======== Given records ========

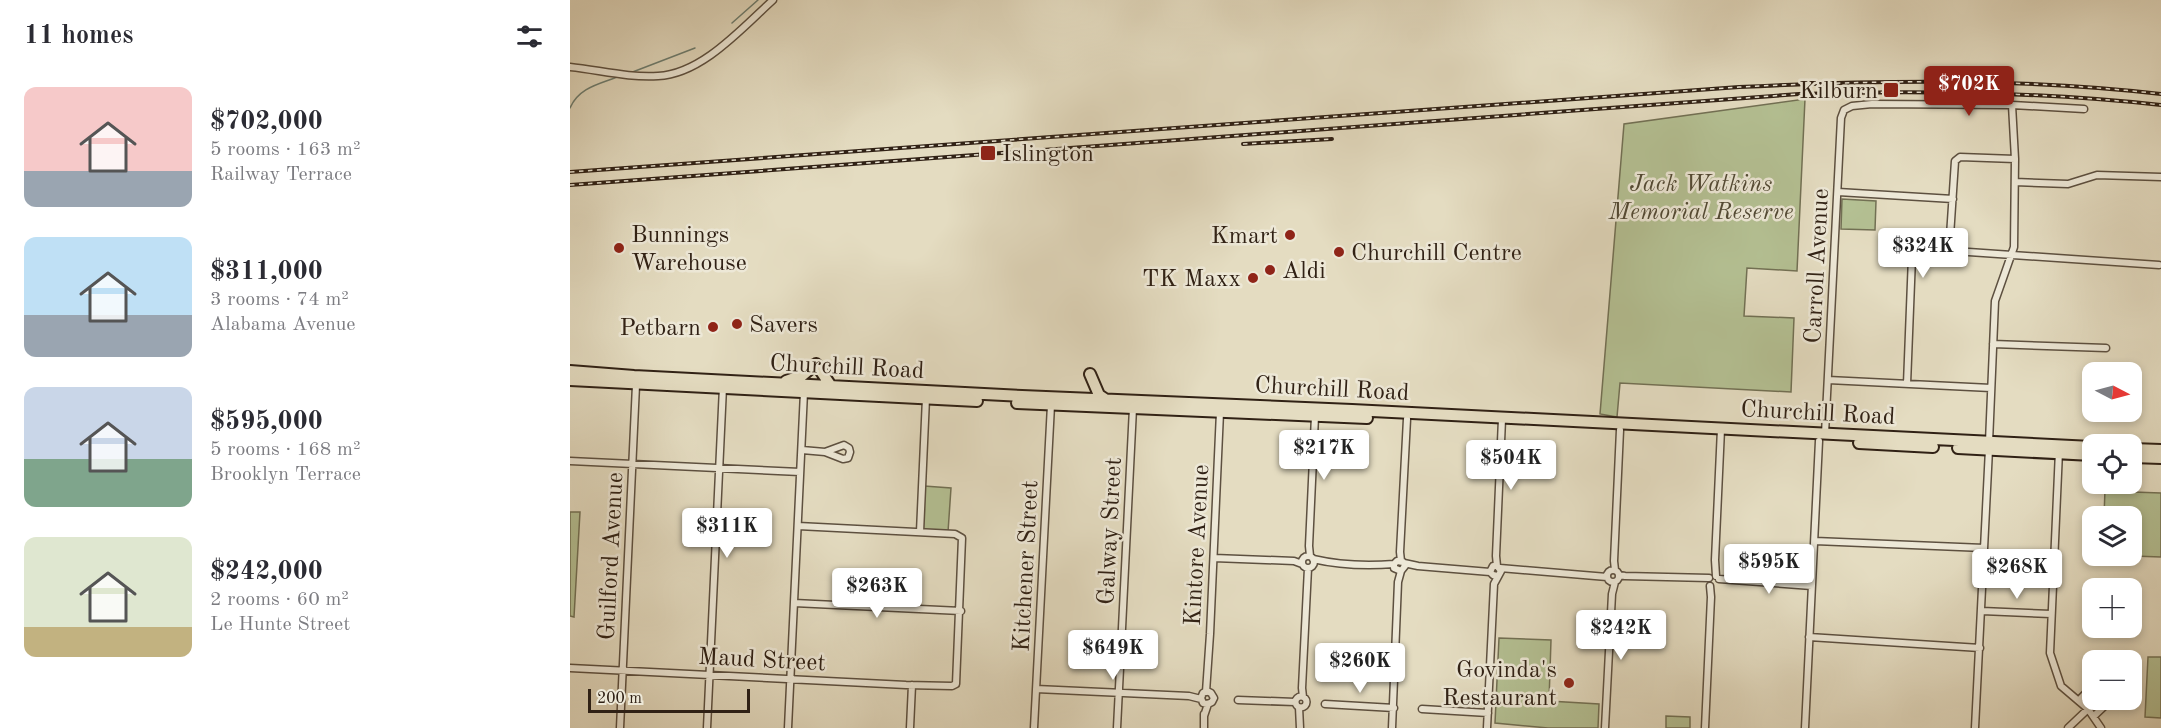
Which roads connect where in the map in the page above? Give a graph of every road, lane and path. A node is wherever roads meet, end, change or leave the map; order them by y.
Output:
1 (773, 0) edge
2 (570, 67) edge
3 (2012, 105) junction
4 (2084, 109) dead end
5 (2015, 159) junction
6 (2161, 177) edge
7 (2015, 182) junction
8 (1838, 192) junction
9 (1953, 199) junction
10 (1949, 251) junction
11 (2013, 254) junction
12 (2159, 265) dead end
13 (1993, 344) junction
14 (2106, 348) dead end
15 (570, 371) edge
16 (1090, 374) dead end
17 (570, 380) edge
18 (1828, 380) junction
19 (780, 384) junction
20 (1907, 384) junction
21 (636, 385) junction
22 (723, 385) junction
23 (831, 386) junction
24 (1991, 388) junction
25 (926, 394) junction
26 (804, 398) junction
27 (1105, 399) junction
28 (1051, 405) junction
29 (1133, 408) junction
30 (1220, 412) junction
31 (1315, 416) junction
32 (1407, 419) junction
33 (1502, 422) junction
34 (1586, 422) junction
35 (1606, 429) junction
36 (1620, 430) junction
37 (1721, 432) junction
38 (1822, 437) junction
39 (1989, 446) junction
40 (2082, 448) edge
41 (2059, 449) junction
42 (2142, 449) edge
43 (802, 450) junction
44 (2161, 450) edge
45 (825, 452) dead end
46 (2082, 453) edge
47 (2142, 457) edge
48 (2161, 458) edge
49 (570, 461) edge
50 (633, 464) junction
51 (719, 468) junction
52 (800, 472) junction
53 (798, 526) junction
54 (920, 532) junction
55 (1815, 541) junction
56 (1984, 548) junction
57 (1214, 558) junction
58 (1307, 562) junction
59 (1399, 566) junction
60 (1495, 570) junction
61 (1614, 576) junction
62 (1713, 581) junction
63 (1812, 586) junction
64 (794, 603) junction
65 (1982, 610) junction
66 (961, 611) junction
67 (2051, 614) junction
68 (1809, 638) junction
69 (1980, 648) junction
70 (570, 668) edge
71 (623, 670) junction
72 (709, 675) junction
73 (791, 679) junction
74 (912, 685) junction
75 (1036, 688) junction
76 (1118, 693) junction
77 (1205, 697) junction
78 (2082, 697) edge
79 (1238, 700) dead end
80 (2079, 700) junction
81 (1300, 702) junction
82 (2082, 703) edge
83 (1325, 704) dead end
84 (1394, 708) junction
85 (1422, 710) dead end
86 (2087, 710) edge
87 (2089, 710) edge
88 (2100, 710) edge
89 (1488, 713) junction
90 (2094, 716) junction
91 (620, 728) edge
92 (706, 728) edge
93 (788, 728) edge
94 (910, 728) edge
95 (1034, 728) edge
96 (1117, 728) edge
97 (1204, 728) edge
98 (1300, 728) edge
99 (1392, 728) edge
100 (1487, 728) edge
101 (1605, 728) edge
102 (1706, 728) edge
103 (1805, 728) edge
104 (1975, 728) edge
105 (2068, 728) edge
106 (2101, 728) edge

1 - 2 street
3 - 4 street
3 - 5 street
3 - 8 street, Carroll Avenue
5 - 7 street
5 - 9 street
6 - 7 street
7 - 11 street
8 - 9 street
8 - 18 street, Carroll Avenue
9 - 10 street
10 - 11 street
10 - 20 street
11 - 12 street
11 - 13 street
13 - 14 street
13 - 24 street
15 - 22 main road, Churchill Road
16 - 27 main road
17 - 21 main road, Churchill Road
18 - 20 street
18 - 38 street, Carroll Avenue
19 - 22 main road, Churchill Road
19 - 23 main road, Churchill Road
19 - 23 main road
20 - 24 street
21 - 22 main road, Churchill Road
21 - 50 street, Guilford Avenue
22 - 26 main road, Churchill Road
22 - 51 street
23 - 25 main road, Churchill Road
24 - 39 street
25 - 26 main road, Churchill Road
25 - 27 main road, Churchill Road
25 - 28 main road, Churchill Road
25 - 54 street
26 - 43 street
27 - 33 main road, Churchill Road
28 - 29 main road, Churchill Road
28 - 75 street, Kitchener Street
29 - 30 main road, Churchill Road
29 - 76 street, Galway Street
30 - 31 main road, Churchill Road
30 - 57 street, Kintore Avenue
31 - 32 main road, Churchill Road
31 - 58 street
32 - 33 main road, Churchill Road
32 - 59 street
33 - 34 main road, Churchill Road
33 - 35 main road, Churchill Road
33 - 60 street
34 - 35 main road
34 - 37 main road, Churchill Road
35 - 36 main road, Churchill Road
36 - 37 main road, Churchill Road
36 - 61 street
37 - 38 main road, Churchill Road
37 - 62 street
38 - 39 main road, Churchill Road
38 - 55 street, Carroll Avenue
39 - 41 main road, Churchill Road
39 - 56 street
40 - 41 main road, Churchill Road
41 - 46 main road, Churchill Road
41 - 67 street
42 - 44 main road
43 - 45 street
43 - 52 street
47 - 48 main road
49 - 50 street
50 - 51 street
50 - 71 street, Guilford Avenue
51 - 52 street
51 - 72 street
52 - 53 street
53 - 54 street
53 - 64 street
54 - 66 street
55 - 56 street
55 - 63 street, Carroll Avenue
56 - 65 street
57 - 58 street
57 - 77 street, Kintore Avenue
58 - 59 street
58 - 81 street
59 - 60 street
59 - 84 street
60 - 61 street
60 - 89 street
61 - 62 street
61 - 101 street
62 - 63 street
62 - 102 street
63 - 68 street, Carroll Avenue
64 - 66 street
64 - 73 street
65 - 67 street
65 - 69 street
66 - 74 street, Maud Street
67 - 80 street
68 - 69 street
68 - 103 street, Carroll Avenue
69 - 104 street
70 - 71 street, Maud Street
71 - 72 street, Maud Street
71 - 91 street, Guilford Avenue
72 - 73 street, Maud Street
72 - 92 street
73 - 74 street, Maud Street
73 - 93 street
74 - 94 street
75 - 76 street
75 - 95 street, Kitchener Street
76 - 77 street
76 - 96 street, Galway Street
77 - 97 street, Kintore Avenue
78 - 80 street
79 - 81 street
80 - 82 street
81 - 98 street
83 - 84 street
84 - 99 street
85 - 89 street
86 - 105 street
87 - 90 street
88 - 90 street
89 - 100 street
90 - 106 street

========

How to complete this task: Send back the entries above exactly. Skip the images.

Answer section:
Which roads connect where in the map in the page above? Give a graph of every road, lane and path. A node is wherever roads meet, end, change or leave the map; order them by y.
Output:
1 (773, 0) edge
2 (570, 67) edge
3 (2012, 105) junction
4 (2084, 109) dead end
5 (2015, 159) junction
6 (2161, 177) edge
7 (2015, 182) junction
8 (1838, 192) junction
9 (1953, 199) junction
10 (1949, 251) junction
11 (2013, 254) junction
12 (2159, 265) dead end
13 (1993, 344) junction
14 (2106, 348) dead end
15 (570, 371) edge
16 (1090, 374) dead end
17 (570, 380) edge
18 (1828, 380) junction
19 (780, 384) junction
20 (1907, 384) junction
21 (636, 385) junction
22 (723, 385) junction
23 (831, 386) junction
24 (1991, 388) junction
25 (926, 394) junction
26 (804, 398) junction
27 (1105, 399) junction
28 (1051, 405) junction
29 (1133, 408) junction
30 (1220, 412) junction
31 (1315, 416) junction
32 (1407, 419) junction
33 (1502, 422) junction
34 (1586, 422) junction
35 (1606, 429) junction
36 (1620, 430) junction
37 (1721, 432) junction
38 (1822, 437) junction
39 (1989, 446) junction
40 (2082, 448) edge
41 (2059, 449) junction
42 (2142, 449) edge
43 (802, 450) junction
44 (2161, 450) edge
45 (825, 452) dead end
46 (2082, 453) edge
47 (2142, 457) edge
48 (2161, 458) edge
49 (570, 461) edge
50 (633, 464) junction
51 (719, 468) junction
52 (800, 472) junction
53 (798, 526) junction
54 (920, 532) junction
55 (1815, 541) junction
56 (1984, 548) junction
57 (1214, 558) junction
58 (1307, 562) junction
59 (1399, 566) junction
60 (1495, 570) junction
61 (1614, 576) junction
62 (1713, 581) junction
63 (1812, 586) junction
64 (794, 603) junction
65 (1982, 610) junction
66 (961, 611) junction
67 (2051, 614) junction
68 (1809, 638) junction
69 (1980, 648) junction
70 (570, 668) edge
71 (623, 670) junction
72 (709, 675) junction
73 (791, 679) junction
74 (912, 685) junction
75 (1036, 688) junction
76 (1118, 693) junction
77 (1205, 697) junction
78 (2082, 697) edge
79 (1238, 700) dead end
80 (2079, 700) junction
81 (1300, 702) junction
82 (2082, 703) edge
83 (1325, 704) dead end
84 (1394, 708) junction
85 (1422, 710) dead end
86 (2087, 710) edge
87 (2089, 710) edge
88 (2100, 710) edge
89 (1488, 713) junction
90 (2094, 716) junction
91 (620, 728) edge
92 (706, 728) edge
93 (788, 728) edge
94 (910, 728) edge
95 (1034, 728) edge
96 (1117, 728) edge
97 (1204, 728) edge
98 (1300, 728) edge
99 (1392, 728) edge
100 (1487, 728) edge
101 (1605, 728) edge
102 (1706, 728) edge
103 (1805, 728) edge
104 (1975, 728) edge
105 (2068, 728) edge
106 (2101, 728) edge

1 - 2 street
3 - 4 street
3 - 5 street
3 - 8 street, Carroll Avenue
5 - 7 street
5 - 9 street
6 - 7 street
7 - 11 street
8 - 9 street
8 - 18 street, Carroll Avenue
9 - 10 street
10 - 11 street
10 - 20 street
11 - 12 street
11 - 13 street
13 - 14 street
13 - 24 street
15 - 22 main road, Churchill Road
16 - 27 main road
17 - 21 main road, Churchill Road
18 - 20 street
18 - 38 street, Carroll Avenue
19 - 22 main road, Churchill Road
19 - 23 main road, Churchill Road
19 - 23 main road
20 - 24 street
21 - 22 main road, Churchill Road
21 - 50 street, Guilford Avenue
22 - 26 main road, Churchill Road
22 - 51 street
23 - 25 main road, Churchill Road
24 - 39 street
25 - 26 main road, Churchill Road
25 - 27 main road, Churchill Road
25 - 28 main road, Churchill Road
25 - 54 street
26 - 43 street
27 - 33 main road, Churchill Road
28 - 29 main road, Churchill Road
28 - 75 street, Kitchener Street
29 - 30 main road, Churchill Road
29 - 76 street, Galway Street
30 - 31 main road, Churchill Road
30 - 57 street, Kintore Avenue
31 - 32 main road, Churchill Road
31 - 58 street
32 - 33 main road, Churchill Road
32 - 59 street
33 - 34 main road, Churchill Road
33 - 35 main road, Churchill Road
33 - 60 street
34 - 35 main road
34 - 37 main road, Churchill Road
35 - 36 main road, Churchill Road
36 - 37 main road, Churchill Road
36 - 61 street
37 - 38 main road, Churchill Road
37 - 62 street
38 - 39 main road, Churchill Road
38 - 55 street, Carroll Avenue
39 - 41 main road, Churchill Road
39 - 56 street
40 - 41 main road, Churchill Road
41 - 46 main road, Churchill Road
41 - 67 street
42 - 44 main road
43 - 45 street
43 - 52 street
47 - 48 main road
49 - 50 street
50 - 51 street
50 - 71 street, Guilford Avenue
51 - 52 street
51 - 72 street
52 - 53 street
53 - 54 street
53 - 64 street
54 - 66 street
55 - 56 street
55 - 63 street, Carroll Avenue
56 - 65 street
57 - 58 street
57 - 77 street, Kintore Avenue
58 - 59 street
58 - 81 street
59 - 60 street
59 - 84 street
60 - 61 street
60 - 89 street
61 - 62 street
61 - 101 street
62 - 63 street
62 - 102 street
63 - 68 street, Carroll Avenue
64 - 66 street
64 - 73 street
65 - 67 street
65 - 69 street
66 - 74 street, Maud Street
67 - 80 street
68 - 69 street
68 - 103 street, Carroll Avenue
69 - 104 street
70 - 71 street, Maud Street
71 - 72 street, Maud Street
71 - 91 street, Guilford Avenue
72 - 73 street, Maud Street
72 - 92 street
73 - 74 street, Maud Street
73 - 93 street
74 - 94 street
75 - 76 street
75 - 95 street, Kitchener Street
76 - 77 street
76 - 96 street, Galway Street
77 - 97 street, Kintore Avenue
78 - 80 street
79 - 81 street
80 - 82 street
81 - 98 street
83 - 84 street
84 - 99 street
85 - 89 street
86 - 105 street
87 - 90 street
88 - 90 street
89 - 100 street
90 - 106 street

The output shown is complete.